Poll of Analysts Sees Russian Key Rate Falling to 12% by End of 2026

After an unexpected Q1 contraction, analysts expect monetary easing to support a modest growth rebound next year

By Maya Rios
Poll of Analysts Sees Russian Key Rate Falling to 12% by End of 2026

A poll of 12 economists projects the central bank will lower its policy rate from 14.5% to 12% by the end of 2026 as officials seek to stimulate investment following a surprise contraction in the first quarter. Despite the quarterly decline, forecasters lifted their 2026 growth estimate to 1.0% from 0.8%.

Key Points

  • A poll of 12 analysts forecasts the key policy rate will fall from 14.5% to 12% by end-2026 - impacts banking, corporate borrowing, and fixed-income markets.
  • The economy recorded a 0.3% contraction in Q1 2026, with monthly swings: +1.8% in March, -1.1% in February and -1.8% in January - relevant for macro-sensitive sectors like manufacturing and energy.
  • Analysts raised their 2026 GDP forecast to 1.0% from 0.8%; businesses say a 12% rate would allow companies to resume investment - affecting capital expenditure and project finance decisions.

Overview

A poll of 12 analysts expects the central bank to reduce its key interest rate to 12% by the end of 2026, down from the current 14.5%. The projected easing comes amid efforts to revive economic activity after a surprise contraction in the first quarter.


Economic backdrop

Government statistics showed the economy contracted by 0.3% in the first quarter of 2026, marking the first quarterly decline in three years. Activity, however, varied within the quarter: output rose 1.8% in March after falling 1.1% in February and 1.8% in January. The fourth quarter of 2025 recorded 1.0% growth.


Forecasts and business response

Despite the contraction early in the year, analysts revised their growth outlook for 2026 upward to 1.0% from 0.8% a month earlier. The anticipated policy easing to a 12% key rate is viewed by business leaders as a threshold that would enable companies to restart investment and expand operations.
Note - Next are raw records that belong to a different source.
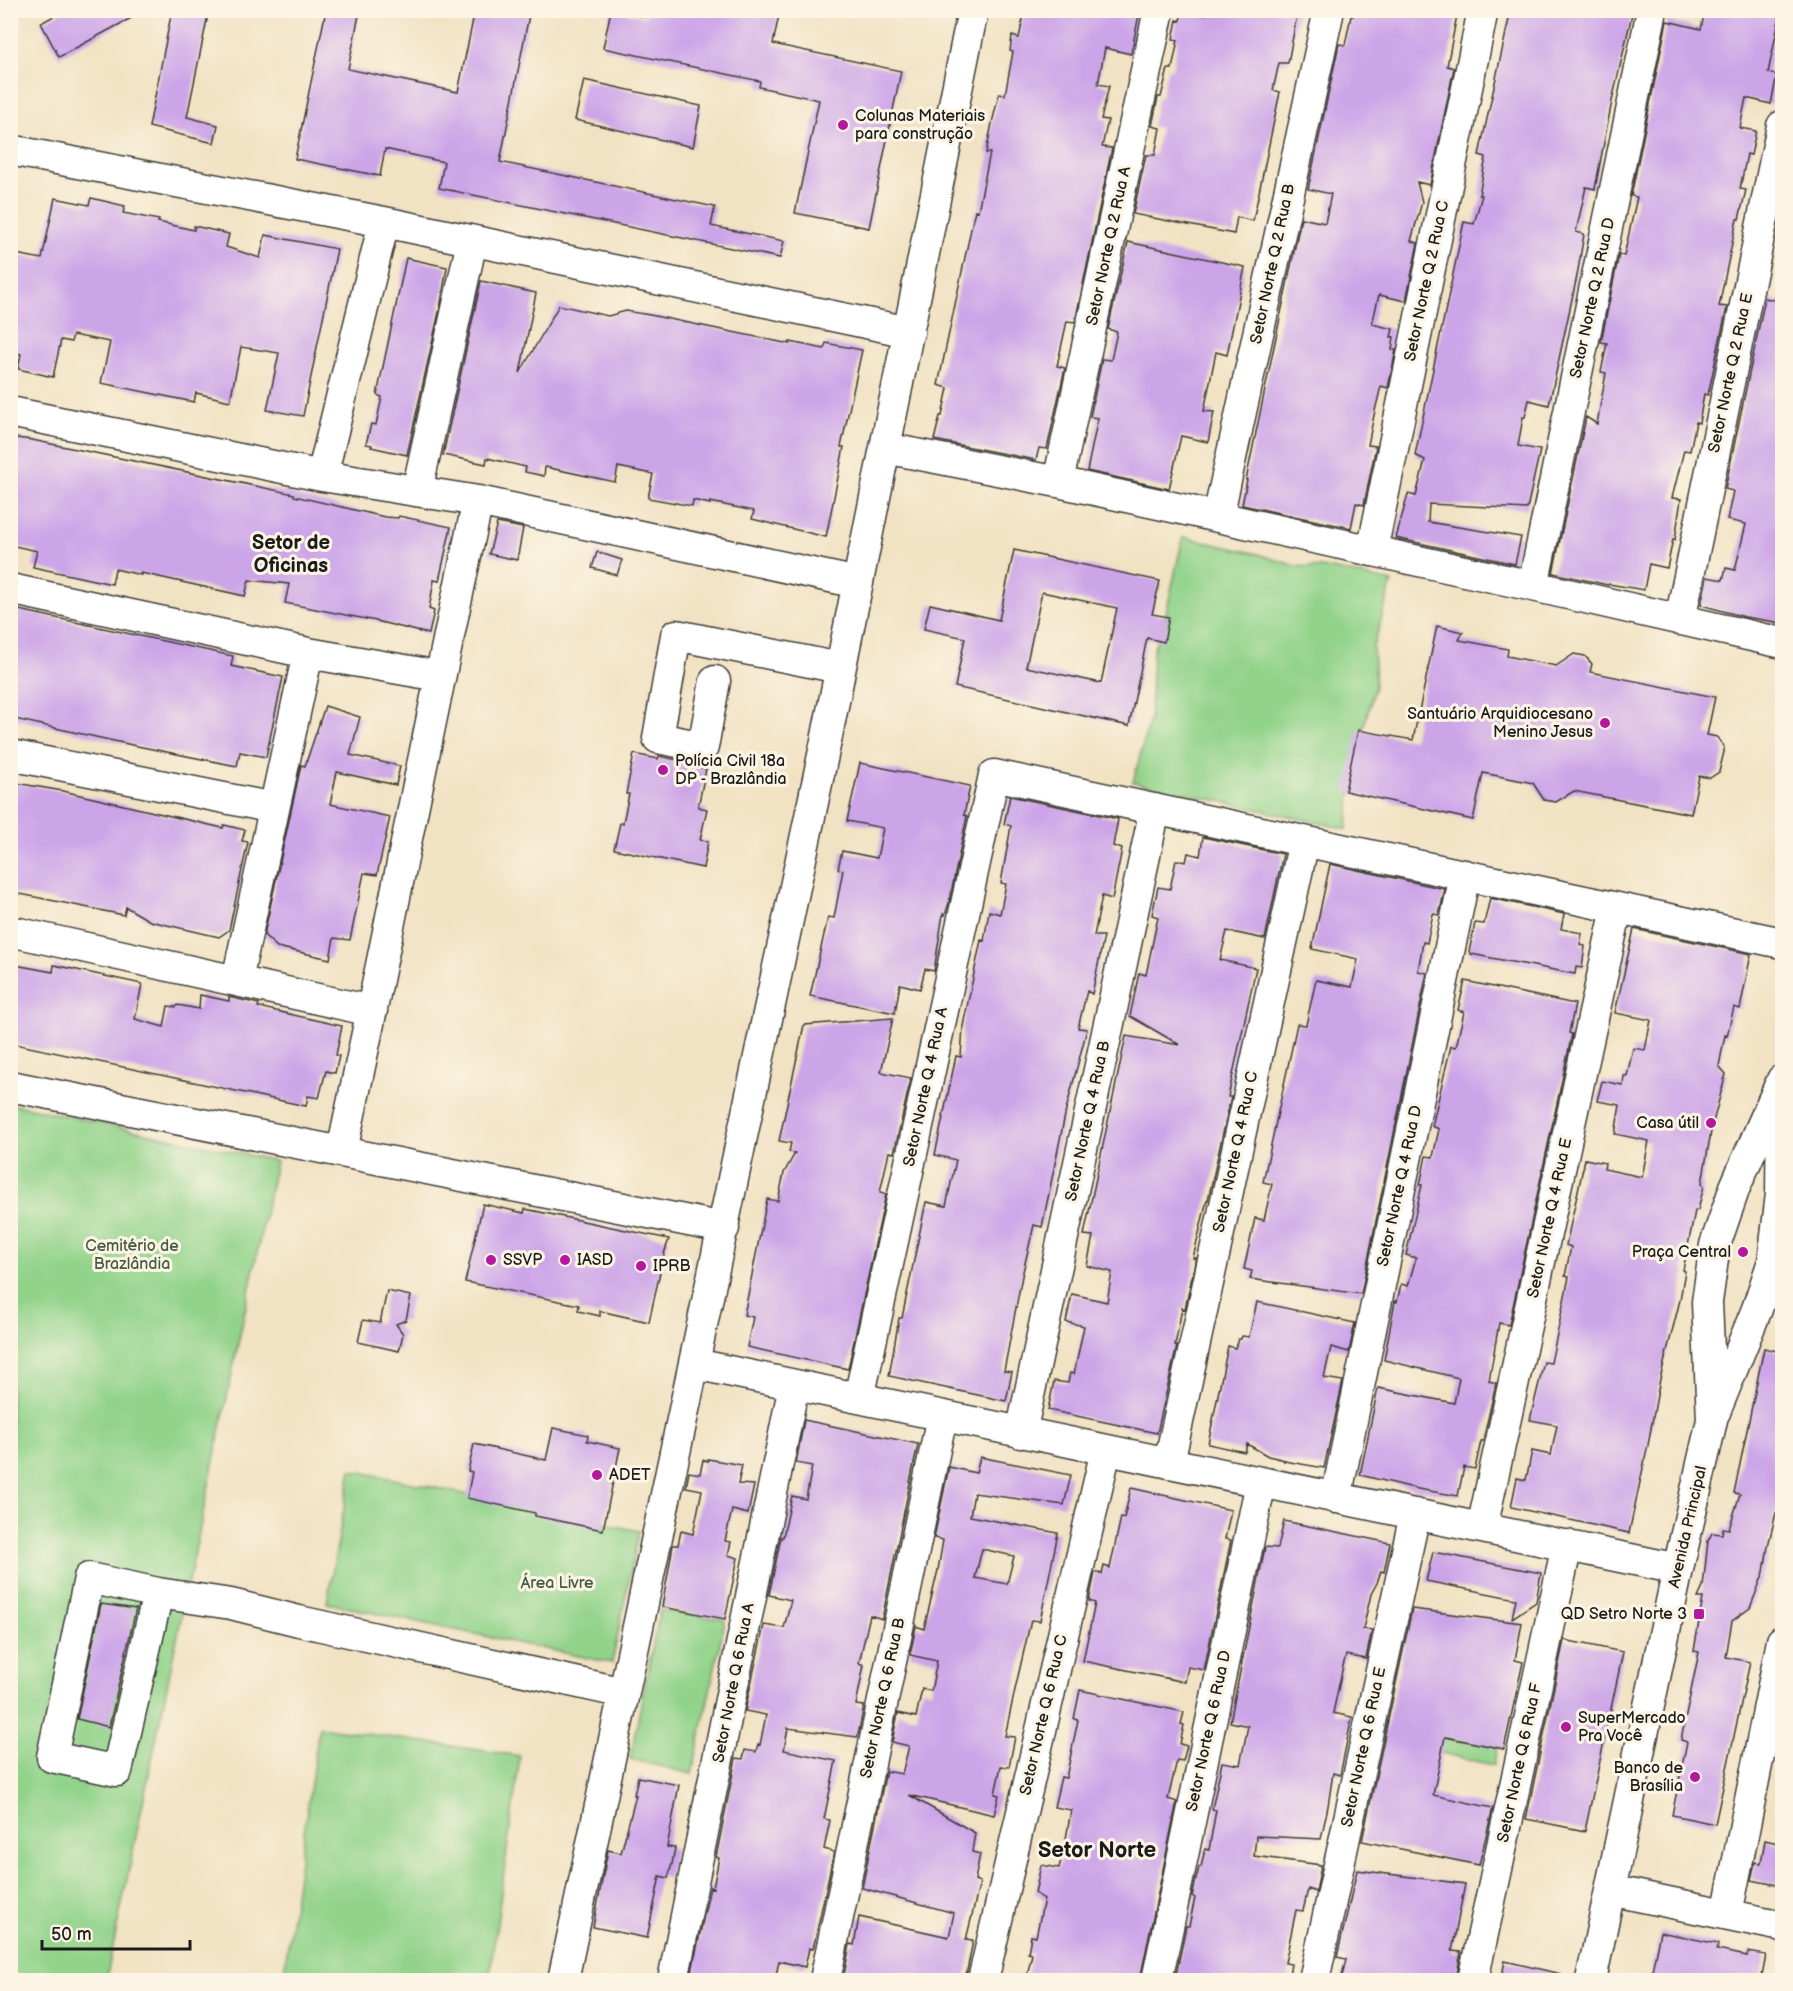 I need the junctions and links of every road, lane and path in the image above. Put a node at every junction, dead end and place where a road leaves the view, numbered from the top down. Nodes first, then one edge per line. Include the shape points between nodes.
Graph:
1 (973, 10) edge
2 (1159, 10) edge
3 (1329, 10) edge
4 (1483, 10) edge
5 (1652, 10) edge
6 (1782, 126) edge
7 (10, 150) edge
8 (384, 222) junction
9 (472, 241) junction
10 (909, 332) junction
11 (10, 412) edge
12 (885, 448) junction
13 (322, 476) junction
14 (1058, 482) junction
15 (417, 491) junction
16 (478, 501) junction
17 (1218, 517) junction
18 (1372, 550) junction
19 (858, 583) junction
20 (1533, 586) junction
21 (10, 589) edge
22 (1680, 620) junction
23 (1782, 643) edge
24 (308, 653) junction
25 (840, 668) junction
26 (439, 676) junction
27 (715, 681) dead end
28 (10, 755) edge
29 (274, 808) junction
30 (1155, 809) junction
31 (1304, 841) junction
32 (1465, 875) junction
33 (1617, 908) junction
34 (10, 930) edge
35 (1782, 943) edge
36 (237, 980) junction
37 (372, 1011) junction
38 (1782, 1080) edge
39 (10, 1086) edge
40 (1782, 1094) edge
41 (342, 1151) junction
42 (1735, 1187) junction
43 (1781, 1194) edge
44 (724, 1228) junction
45 (1778, 1262) edge
46 (1707, 1302) junction
47 (1757, 1309) junction
48 (695, 1364) junction
49 (794, 1385) junction
50 (859, 1398) junction
51 (942, 1416) junction
52 (1712, 1420) junction
53 (1021, 1433) junction
54 (1106, 1450) junction
55 (1169, 1463) junction
56 (1261, 1482) junction
57 (1336, 1498) junction
58 (1415, 1514) junction
59 (1482, 1528) junction
60 (1567, 1545) junction
61 (1678, 1569) junction
62 (158, 1593) junction
63 (1782, 1641) edge
64 (624, 1693) junction
65 (1610, 1890) junction
66 (1727, 1914) junction
67 (1782, 1926) edge
68 (563, 1980) edge
69 (673, 1980) edge
70 (825, 1980) edge
71 (983, 1980) edge
72 (1157, 1980) edge
73 (1314, 1980) edge
74 (1473, 1980) edge
75 (1591, 1980) edge

1 - 10 street
2 - 14 street, Setor Norte Q 2 Rua A
3 - 17 street, Setor Norte Q 2 Rua B
4 - 18 street, Setor Norte Q 2 Rua C
5 - 20 street, Setor Norte Q 2 Rua D
6 - 22 street, Setor Norte Q 2 Rua E
7 - 8 street
8 - 9 street
8 - 13 street
9 - 10 street
9 - 15 street
10 - 12 street
11 - 13 street
12 - 14 street
12 - 19 street
13 - 15 street
14 - 17 street
15 - 16 street
16 - 19 street
16 - 26 street
17 - 18 street
18 - 20 street
19 - 25 street
20 - 22 street
21 - 24 street
22 - 23 street
24 - 26 street
24 - 29 street
25 - 27 street via 676,635 658,738 703,747
25 - 44 street
26 - 37 street
28 - 29 street
29 - 36 street
30 - 31 street
30 - 50 street, Setor Norte Q 4 Rua A via 994,775
30 - 53 street, Setor Norte Q 4 Rua B
31 - 32 street
31 - 55 street, Setor Norte Q 4 Rua C
32 - 33 street
32 - 57 street, Setor Norte Q 4 Rua D
33 - 35 street
33 - 59 street, Setor Norte Q 4 Rua E
34 - 36 street
36 - 37 street
37 - 41 street
38 - 42 street, Avenida Principal
39 - 41 street
40 - 43 street
41 - 44 street
42 - 43 street via 1749,1178 1759,1178
42 - 46 street, Avenida Principal via 1715,1245
43 - 45 street
44 - 48 street
45 - 47 street
46 - 47 street via 1720,1317 1731,1320 1741,1320
46 - 52 street, Avenida Principal
47 - 52 street
48 - 49 street
48 - 64 street
49 - 50 street
49 - 69 street, Setor Norte Q 6 Rua A
50 - 51 street
51 - 53 street
51 - 70 street, Setor Norte Q 6 Rua B
52 - 61 street, Avenida Principal
53 - 54 street
54 - 55 street
54 - 71 street, Setor Norte Q 6 Rua C
55 - 56 street
56 - 57 street
56 - 72 street, Setor Norte Q 6 Rua D
57 - 58 street
58 - 59 street
58 - 73 street, Setor Norte Q 6 Rua E
59 - 60 street
60 - 61 street
60 - 74 street, Setor Norte Q 6 Rua F
61 - 65 street, Avenida Principal
62 - 62 street via 89,1578 52,1757 117,1771
62 - 64 street via 231,1604
63 - 66 street
64 - 68 street
65 - 66 street
65 - 75 street, Avenida Principal
66 - 67 street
At the same time, many firms reported declining profits or outright losses in the first quarter, underscoring firms' sensitivity to financing costs.


Market and sector implications

Lower policy rates would generally ease borrowing costs for corporates and may support capital spending if companies regain profitability. The near-term outlook remains tied to the pace of recovery in activity after the first-quarter setback and to how quickly businesses translate any monetary easing into new investment.


What remains uncertain

While the poll reflects analyst expectations, the timing and scale of future policy moves will depend on how economic data evolves through the year. The adjustment in growth projections and the reported corporate profit weakness highlight the balancing act facing policymakers between supporting activity and maintaining financial stability.


This article presents the poll findings, recent quarterly data, analyst revisions to growth forecasts, and business sentiment as described above.

Risks

  • The recent quarterly contraction creates uncertainty about the durability of the recovery and could limit the effectiveness of rate cuts - risk to cyclical sectors and corporate earnings.
  • Widespread declines in reported first-quarter corporate profits and losses may constrain companies’ ability to invest even if borrowing costs fall - risk to capital-intensive sectors and project finance.
  • The poll-based forecast is an expectation rather than a committed policy path; actual rate decisions hinge on incoming data and policy judgement - risk to financial markets and interest-rate-sensitive sectors.